Well, indeed, might he make such a significant exclamation; for the illiberal commercial policy of Spain, her monopolies and tariffs, has been continually removing those islands farther and farther away from the United States. Although the magnificent island of Cuba—the pearl of the Antilles—is almost visible from our own shores, yet for all purposes of export trade with her she is about as distant from our country as the Sandwich Islands. Indeed, for such purposes she is more distant; for our exports to the Sandwich Islands, proportionately to their population, are about eight times the amount of those to Cuba.
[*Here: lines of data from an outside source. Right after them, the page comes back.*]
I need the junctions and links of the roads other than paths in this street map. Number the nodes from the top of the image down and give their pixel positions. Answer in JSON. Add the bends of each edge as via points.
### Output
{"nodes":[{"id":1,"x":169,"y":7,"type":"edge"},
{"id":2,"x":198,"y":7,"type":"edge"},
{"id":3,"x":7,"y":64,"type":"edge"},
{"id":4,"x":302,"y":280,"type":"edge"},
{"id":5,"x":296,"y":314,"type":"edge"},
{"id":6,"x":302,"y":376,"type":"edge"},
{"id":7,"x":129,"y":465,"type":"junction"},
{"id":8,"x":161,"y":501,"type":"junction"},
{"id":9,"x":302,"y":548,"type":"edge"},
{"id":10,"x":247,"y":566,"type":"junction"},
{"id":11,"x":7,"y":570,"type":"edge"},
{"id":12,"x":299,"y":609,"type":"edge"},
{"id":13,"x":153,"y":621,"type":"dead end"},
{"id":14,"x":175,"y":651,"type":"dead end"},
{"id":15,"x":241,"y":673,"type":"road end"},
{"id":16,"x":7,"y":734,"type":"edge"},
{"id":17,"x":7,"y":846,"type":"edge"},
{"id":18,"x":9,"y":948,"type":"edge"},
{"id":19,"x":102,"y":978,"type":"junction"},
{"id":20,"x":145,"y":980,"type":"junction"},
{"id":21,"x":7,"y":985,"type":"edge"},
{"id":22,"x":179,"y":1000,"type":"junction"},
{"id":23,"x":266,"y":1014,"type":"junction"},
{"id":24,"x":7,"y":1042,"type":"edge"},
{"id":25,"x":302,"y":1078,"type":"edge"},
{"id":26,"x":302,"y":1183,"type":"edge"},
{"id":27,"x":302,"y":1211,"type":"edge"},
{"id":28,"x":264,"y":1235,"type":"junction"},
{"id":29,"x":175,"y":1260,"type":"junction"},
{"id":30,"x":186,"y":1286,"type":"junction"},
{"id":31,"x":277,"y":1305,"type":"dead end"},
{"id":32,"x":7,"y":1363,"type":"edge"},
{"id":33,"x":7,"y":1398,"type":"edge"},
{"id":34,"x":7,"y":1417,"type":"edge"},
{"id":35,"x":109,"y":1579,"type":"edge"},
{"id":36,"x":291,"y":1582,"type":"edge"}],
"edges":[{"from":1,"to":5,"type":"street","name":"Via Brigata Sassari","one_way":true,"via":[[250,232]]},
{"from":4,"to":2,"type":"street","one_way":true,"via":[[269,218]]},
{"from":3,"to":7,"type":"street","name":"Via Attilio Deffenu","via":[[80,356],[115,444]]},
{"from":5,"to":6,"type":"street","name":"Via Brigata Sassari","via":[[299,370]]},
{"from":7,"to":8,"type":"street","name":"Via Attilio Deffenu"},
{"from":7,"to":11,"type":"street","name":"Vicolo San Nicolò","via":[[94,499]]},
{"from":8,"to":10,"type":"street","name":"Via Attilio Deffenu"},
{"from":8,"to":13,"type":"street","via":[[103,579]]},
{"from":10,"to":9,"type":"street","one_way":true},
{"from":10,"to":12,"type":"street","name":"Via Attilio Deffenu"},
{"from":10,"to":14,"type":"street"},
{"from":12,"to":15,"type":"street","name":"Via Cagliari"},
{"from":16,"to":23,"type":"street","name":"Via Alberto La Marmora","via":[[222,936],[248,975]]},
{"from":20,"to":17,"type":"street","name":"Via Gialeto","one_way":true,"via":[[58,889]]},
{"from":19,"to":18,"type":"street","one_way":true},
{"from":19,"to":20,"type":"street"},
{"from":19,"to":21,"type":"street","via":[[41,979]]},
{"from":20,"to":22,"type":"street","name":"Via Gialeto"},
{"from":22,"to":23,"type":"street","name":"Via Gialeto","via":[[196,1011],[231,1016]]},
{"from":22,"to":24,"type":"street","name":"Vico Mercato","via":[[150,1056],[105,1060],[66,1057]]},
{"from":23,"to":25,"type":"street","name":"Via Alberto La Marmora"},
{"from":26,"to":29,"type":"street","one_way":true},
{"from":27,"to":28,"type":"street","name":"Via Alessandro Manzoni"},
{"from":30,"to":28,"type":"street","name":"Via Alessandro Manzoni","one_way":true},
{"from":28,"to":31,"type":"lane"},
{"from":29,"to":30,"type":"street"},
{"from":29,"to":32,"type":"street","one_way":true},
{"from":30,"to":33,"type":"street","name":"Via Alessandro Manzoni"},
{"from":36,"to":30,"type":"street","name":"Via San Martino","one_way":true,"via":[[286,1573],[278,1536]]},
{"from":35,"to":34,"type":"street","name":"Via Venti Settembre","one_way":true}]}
The Spanish West Indies, Cuba and Porto Rico together, have a population of a little over two millions. Cuba itself is seven hundred miles long, with an average breadth of eighty miles, and possesses resources which, if they were developed, would sustain a population of twelve millions. Its surface, though for the most part very slightly undulating and covered with dense forests, is finely diversified. A mountain range runs through its whole length near the centre, the highest elevations, naked and rocky, being eight thousand feet above the sea. It has numerous rivers well stocked with fish, and many beautiful and fertile valleys. One of its cascades is remarkable for beauty. Its hill-sides and defiles are clothed with a variety of hard-wood trees of the evergreen species, of which the more valuable are the mahogany, which grows there to a huge size, the lignum vitæ, and the ebony. The palm, “queen of the Cuban forests,” with its deep green plumage; the giant-leaved and prolific banana and plantain, resembling tall Indian corn; the cocoa, with its Weeping foliage; and the “prim orange,” are abundant. Two hundred sorts of birds are native to the island. Marble of fine quality is found in the mountains, and there are valuable mines of copper. Coffee has been cultivated on the lower hill slopes with success, and its production could be largely extended. The Cuban tobacco has peculiar value, and is sought for the world over, the Americans alone being purchasers of over two million dollars’ worth of cigars from there every year. Cuba’s principal crop, however, is sugar, which amounts in value to over one hundred million dollars a year. Her advantage in its production over Louisiana, for example, is that in Cuba there is a space of four or five months, when all the mechanical work must be done, between the time when enough cane is ripe to justify starting the mills and the time when the cane begins to spoil; whereas in Louisiana this period is only about two months. Though some of Cuba’s coast lands are subject to overflow, she is uncommonly well supplied with fine harbors. Of her cities, Havana, the capital, has a population of two hundred and thirty-five thousand, Santiago de Cuba forty thousand, and Matanzas thirty-seven thousand. The sumptuous marble mansions of its capital, with their lofty porticoes and long colonnades, indicate something of its tropical wealth and luxury. Its cafés and restaurants are said to be but little inferior to those of Paris.